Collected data
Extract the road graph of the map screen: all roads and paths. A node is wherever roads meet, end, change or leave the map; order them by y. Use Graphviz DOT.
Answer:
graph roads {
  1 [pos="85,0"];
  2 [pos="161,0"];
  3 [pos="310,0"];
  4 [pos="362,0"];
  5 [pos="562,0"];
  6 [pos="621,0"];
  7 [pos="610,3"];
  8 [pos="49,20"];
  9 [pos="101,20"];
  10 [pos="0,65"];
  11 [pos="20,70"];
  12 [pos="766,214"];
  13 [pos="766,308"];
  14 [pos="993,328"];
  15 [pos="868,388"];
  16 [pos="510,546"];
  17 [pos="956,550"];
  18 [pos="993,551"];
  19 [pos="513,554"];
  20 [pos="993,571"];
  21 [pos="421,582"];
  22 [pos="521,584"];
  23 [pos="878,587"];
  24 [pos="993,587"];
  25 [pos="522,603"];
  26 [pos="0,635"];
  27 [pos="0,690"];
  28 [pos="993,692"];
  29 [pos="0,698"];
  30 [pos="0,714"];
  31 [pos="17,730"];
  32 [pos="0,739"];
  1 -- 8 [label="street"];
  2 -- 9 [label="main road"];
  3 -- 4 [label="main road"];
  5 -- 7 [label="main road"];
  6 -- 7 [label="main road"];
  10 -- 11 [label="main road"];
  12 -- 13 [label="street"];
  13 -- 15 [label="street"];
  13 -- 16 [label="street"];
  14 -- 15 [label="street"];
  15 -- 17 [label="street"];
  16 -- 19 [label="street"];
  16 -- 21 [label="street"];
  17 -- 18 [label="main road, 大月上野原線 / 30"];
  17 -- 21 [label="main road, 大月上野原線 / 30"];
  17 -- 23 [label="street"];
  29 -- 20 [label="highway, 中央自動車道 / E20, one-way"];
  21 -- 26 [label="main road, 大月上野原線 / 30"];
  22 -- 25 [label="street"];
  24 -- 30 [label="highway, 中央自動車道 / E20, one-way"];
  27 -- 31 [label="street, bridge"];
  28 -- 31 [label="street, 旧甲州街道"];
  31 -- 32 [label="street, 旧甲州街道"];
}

_Task to carry out_. Copy the entries exactly, leaving no line out.

_Written response_.
Extract the road graph of the map screen: all roads and paths. A node is wherever roads meet, end, change or leave the map; order them by y. Use Graphviz DOT.
Answer:
graph roads {
  1 [pos="85,0"];
  2 [pos="161,0"];
  3 [pos="310,0"];
  4 [pos="362,0"];
  5 [pos="562,0"];
  6 [pos="621,0"];
  7 [pos="610,3"];
  8 [pos="49,20"];
  9 [pos="101,20"];
  10 [pos="0,65"];
  11 [pos="20,70"];
  12 [pos="766,214"];
  13 [pos="766,308"];
  14 [pos="993,328"];
  15 [pos="868,388"];
  16 [pos="510,546"];
  17 [pos="956,550"];
  18 [pos="993,551"];
  19 [pos="513,554"];
  20 [pos="993,571"];
  21 [pos="421,582"];
  22 [pos="521,584"];
  23 [pos="878,587"];
  24 [pos="993,587"];
  25 [pos="522,603"];
  26 [pos="0,635"];
  27 [pos="0,690"];
  28 [pos="993,692"];
  29 [pos="0,698"];
  30 [pos="0,714"];
  31 [pos="17,730"];
  32 [pos="0,739"];
  1 -- 8 [label="street"];
  2 -- 9 [label="main road"];
  3 -- 4 [label="main road"];
  5 -- 7 [label="main road"];
  6 -- 7 [label="main road"];
  10 -- 11 [label="main road"];
  12 -- 13 [label="street"];
  13 -- 15 [label="street"];
  13 -- 16 [label="street"];
  14 -- 15 [label="street"];
  15 -- 17 [label="street"];
  16 -- 19 [label="street"];
  16 -- 21 [label="street"];
  17 -- 18 [label="main road, 大月上野原線 / 30"];
  17 -- 21 [label="main road, 大月上野原線 / 30"];
  17 -- 23 [label="street"];
  29 -- 20 [label="highway, 中央自動車道 / E20, one-way"];
  21 -- 26 [label="main road, 大月上野原線 / 30"];
  22 -- 25 [label="street"];
  24 -- 30 [label="highway, 中央自動車道 / E20, one-way"];
  27 -- 31 [label="street, bridge"];
  28 -- 31 [label="street, 旧甲州街道"];
  31 -- 32 [label="street, 旧甲州街道"];
}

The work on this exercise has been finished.